I've spent some more time looking at this, and I'm satisfied that this
isn't a problem introduced by my CONFIG_DEBUG_LIST changes. Thoughts
below...

>>
>>
>> Can you elaborate? You hit this only once and then never again
>> in this or some other, similar call-trace form, right?
>
> Correct.
>
>>>> The crashing line is:
>>>>          CHECK_DATA_CORRUPTION(next->prev != prev,
>>>>
>>>> It crashed on KASAN check at (%rax, %rdx), this address corresponds to
>>>> next address = 0x8. So next was ~NULL.

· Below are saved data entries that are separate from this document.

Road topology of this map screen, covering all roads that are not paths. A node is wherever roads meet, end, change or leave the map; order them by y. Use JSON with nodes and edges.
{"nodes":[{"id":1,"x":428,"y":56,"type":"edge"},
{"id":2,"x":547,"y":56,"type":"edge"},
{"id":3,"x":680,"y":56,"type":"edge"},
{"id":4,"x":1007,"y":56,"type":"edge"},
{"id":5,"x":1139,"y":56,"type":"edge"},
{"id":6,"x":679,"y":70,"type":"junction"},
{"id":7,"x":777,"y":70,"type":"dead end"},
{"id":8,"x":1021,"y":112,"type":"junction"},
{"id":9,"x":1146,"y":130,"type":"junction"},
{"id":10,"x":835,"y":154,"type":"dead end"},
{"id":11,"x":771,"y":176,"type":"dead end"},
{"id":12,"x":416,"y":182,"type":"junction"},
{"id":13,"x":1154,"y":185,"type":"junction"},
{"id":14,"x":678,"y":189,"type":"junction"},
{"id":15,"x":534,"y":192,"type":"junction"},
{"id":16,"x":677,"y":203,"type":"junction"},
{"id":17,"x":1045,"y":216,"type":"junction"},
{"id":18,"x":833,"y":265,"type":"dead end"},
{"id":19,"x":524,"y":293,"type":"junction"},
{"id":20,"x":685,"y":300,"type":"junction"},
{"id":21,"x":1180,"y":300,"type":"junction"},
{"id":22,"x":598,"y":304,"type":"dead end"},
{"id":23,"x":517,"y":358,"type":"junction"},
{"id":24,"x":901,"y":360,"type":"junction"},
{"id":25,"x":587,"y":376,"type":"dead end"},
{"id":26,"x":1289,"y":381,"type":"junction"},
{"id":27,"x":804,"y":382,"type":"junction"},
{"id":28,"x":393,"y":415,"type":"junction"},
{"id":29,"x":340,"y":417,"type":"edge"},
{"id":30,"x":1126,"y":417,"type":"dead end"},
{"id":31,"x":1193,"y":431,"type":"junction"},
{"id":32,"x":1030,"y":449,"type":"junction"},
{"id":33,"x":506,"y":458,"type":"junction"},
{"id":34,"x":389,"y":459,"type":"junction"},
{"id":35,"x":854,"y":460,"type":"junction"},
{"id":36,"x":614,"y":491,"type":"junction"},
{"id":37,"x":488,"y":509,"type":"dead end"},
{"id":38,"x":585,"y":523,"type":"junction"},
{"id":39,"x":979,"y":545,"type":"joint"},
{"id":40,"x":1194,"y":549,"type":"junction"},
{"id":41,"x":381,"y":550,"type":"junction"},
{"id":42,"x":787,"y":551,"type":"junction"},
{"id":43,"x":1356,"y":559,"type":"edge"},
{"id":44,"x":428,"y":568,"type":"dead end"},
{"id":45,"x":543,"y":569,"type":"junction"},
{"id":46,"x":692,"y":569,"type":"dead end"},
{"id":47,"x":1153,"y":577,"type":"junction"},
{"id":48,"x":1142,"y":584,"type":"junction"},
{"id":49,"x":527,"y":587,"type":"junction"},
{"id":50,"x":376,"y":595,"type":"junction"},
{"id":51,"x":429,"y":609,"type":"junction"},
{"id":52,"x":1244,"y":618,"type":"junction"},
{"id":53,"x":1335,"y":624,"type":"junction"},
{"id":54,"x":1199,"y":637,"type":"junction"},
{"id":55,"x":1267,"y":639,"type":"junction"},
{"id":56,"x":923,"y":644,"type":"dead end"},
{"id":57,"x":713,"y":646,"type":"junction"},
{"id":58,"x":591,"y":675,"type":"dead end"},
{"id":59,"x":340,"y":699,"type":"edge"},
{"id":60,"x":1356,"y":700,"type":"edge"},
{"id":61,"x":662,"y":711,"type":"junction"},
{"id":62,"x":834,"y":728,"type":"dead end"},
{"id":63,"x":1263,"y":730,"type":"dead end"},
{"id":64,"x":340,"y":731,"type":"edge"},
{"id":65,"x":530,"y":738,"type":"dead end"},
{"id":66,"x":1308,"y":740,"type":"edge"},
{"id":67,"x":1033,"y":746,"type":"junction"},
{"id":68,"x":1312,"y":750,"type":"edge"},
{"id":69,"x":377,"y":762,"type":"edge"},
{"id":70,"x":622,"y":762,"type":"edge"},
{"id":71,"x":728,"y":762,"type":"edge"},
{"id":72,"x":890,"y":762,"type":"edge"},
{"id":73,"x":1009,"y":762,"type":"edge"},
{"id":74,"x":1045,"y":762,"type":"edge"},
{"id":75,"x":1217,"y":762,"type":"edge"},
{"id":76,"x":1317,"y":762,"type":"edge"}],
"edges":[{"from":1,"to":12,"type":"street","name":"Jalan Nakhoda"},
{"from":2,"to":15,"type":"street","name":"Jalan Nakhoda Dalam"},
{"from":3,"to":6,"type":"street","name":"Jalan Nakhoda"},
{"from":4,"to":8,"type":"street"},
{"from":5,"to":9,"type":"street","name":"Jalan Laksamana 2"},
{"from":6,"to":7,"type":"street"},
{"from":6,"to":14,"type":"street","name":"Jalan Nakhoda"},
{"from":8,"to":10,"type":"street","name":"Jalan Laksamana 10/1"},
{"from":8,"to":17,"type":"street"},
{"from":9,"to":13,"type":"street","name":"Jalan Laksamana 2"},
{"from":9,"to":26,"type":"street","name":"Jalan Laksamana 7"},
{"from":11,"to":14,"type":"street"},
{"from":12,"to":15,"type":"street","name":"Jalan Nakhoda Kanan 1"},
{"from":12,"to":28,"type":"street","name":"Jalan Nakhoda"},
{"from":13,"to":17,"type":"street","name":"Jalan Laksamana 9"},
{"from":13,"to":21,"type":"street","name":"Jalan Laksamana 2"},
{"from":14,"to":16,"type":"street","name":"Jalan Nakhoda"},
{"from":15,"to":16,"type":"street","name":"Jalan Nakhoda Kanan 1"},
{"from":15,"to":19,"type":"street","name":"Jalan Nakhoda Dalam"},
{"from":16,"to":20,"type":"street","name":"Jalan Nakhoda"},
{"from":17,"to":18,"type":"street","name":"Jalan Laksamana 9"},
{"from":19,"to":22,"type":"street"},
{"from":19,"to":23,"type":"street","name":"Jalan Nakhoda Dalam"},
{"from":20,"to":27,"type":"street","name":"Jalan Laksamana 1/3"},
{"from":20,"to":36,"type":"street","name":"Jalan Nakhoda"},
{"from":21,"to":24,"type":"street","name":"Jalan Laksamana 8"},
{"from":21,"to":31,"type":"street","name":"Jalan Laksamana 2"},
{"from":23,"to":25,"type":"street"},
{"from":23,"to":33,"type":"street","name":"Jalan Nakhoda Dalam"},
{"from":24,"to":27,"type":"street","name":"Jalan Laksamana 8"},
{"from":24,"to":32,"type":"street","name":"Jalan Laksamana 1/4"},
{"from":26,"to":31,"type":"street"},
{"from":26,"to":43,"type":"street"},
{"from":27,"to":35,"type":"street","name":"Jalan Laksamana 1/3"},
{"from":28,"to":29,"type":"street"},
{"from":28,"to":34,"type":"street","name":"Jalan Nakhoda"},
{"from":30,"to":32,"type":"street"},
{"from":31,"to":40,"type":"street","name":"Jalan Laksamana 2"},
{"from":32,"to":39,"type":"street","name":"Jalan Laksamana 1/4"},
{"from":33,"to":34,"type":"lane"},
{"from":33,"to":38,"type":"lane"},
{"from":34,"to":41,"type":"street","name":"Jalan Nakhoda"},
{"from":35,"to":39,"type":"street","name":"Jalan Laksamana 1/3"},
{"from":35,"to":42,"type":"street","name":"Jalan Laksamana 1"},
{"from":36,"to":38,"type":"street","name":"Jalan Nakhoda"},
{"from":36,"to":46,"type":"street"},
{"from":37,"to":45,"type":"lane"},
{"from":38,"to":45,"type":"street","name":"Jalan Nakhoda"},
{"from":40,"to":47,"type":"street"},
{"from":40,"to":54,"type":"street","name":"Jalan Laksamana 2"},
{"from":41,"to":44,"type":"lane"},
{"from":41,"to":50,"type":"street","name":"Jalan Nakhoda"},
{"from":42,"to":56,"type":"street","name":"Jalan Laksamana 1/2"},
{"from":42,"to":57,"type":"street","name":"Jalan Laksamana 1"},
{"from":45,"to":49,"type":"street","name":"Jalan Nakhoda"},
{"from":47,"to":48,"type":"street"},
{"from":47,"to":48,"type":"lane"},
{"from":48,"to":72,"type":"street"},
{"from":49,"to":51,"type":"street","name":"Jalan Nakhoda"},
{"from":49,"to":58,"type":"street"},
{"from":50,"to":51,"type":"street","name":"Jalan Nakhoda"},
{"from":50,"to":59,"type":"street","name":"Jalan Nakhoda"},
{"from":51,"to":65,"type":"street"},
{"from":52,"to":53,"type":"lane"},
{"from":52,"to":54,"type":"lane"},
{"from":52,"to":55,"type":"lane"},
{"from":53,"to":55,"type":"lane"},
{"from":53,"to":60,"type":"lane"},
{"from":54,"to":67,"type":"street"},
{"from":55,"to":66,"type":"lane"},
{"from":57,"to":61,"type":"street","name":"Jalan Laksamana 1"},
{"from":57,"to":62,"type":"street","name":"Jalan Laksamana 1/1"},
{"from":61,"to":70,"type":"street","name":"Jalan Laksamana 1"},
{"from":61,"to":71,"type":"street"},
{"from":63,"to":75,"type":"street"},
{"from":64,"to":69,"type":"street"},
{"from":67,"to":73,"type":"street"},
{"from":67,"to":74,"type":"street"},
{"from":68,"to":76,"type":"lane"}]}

The main issue is that the argument for "next" coming in to the check
is NULL to begin with. That indicates serious problems somewhere else.
If CONFIG_DEBUG_LIST wasn't set, the crash would still have happened
during "next->prev = new;" (since next is NULL):

static inline void __list_add_rcu(struct list_head *new,
                struct list_head *prev, struct list_head *next)
{
       if (!__list_add_valid(new, prev, next))
               return;

       new->next = next;
       new->prev = prev;
       rcu_assign_pointer(list_next_rcu(prev), new);
       next->prev = new;
}

>>> Paul, the RCU torture tests passed with the CONFIG_DEBUG_LIST changes,
>>> IIRC, yes? I'd love to rule out some kind of race condition between
>>> the removal and add code for the checking.
>>>
>>> Daniel, IIRC there was some talk about RCU and BPF? Am I remembering
>>
>>
>> --verbose, what talk specifically? There were some fixes longer
>> time ago, but related to eBPF, not cBPF, but even there I don't
>> see currently how it could be related to a va->list corruption
>> triggered in __insert_vmap_area().
>>
>>> that correctly? I'm having a hard time imagining how a list add could
>>> fail (maybe a race between two adds)?
>>
>>
>> Or some use after free that would have corrupted that memory? I
>> would think right now that the path via bpf_prog_alloc() could
>> have triggered, but not necessarily caused the issue, hmm.
>
> That's highly likely.

So, this appears to be a bug somewhere else that happens to manifest
as a crash in the check (and would have crashed in the same place
under CONFIG_DEBUG_LIST before my changes too).

-Kees

-- 
Kees Cook
Nexus Security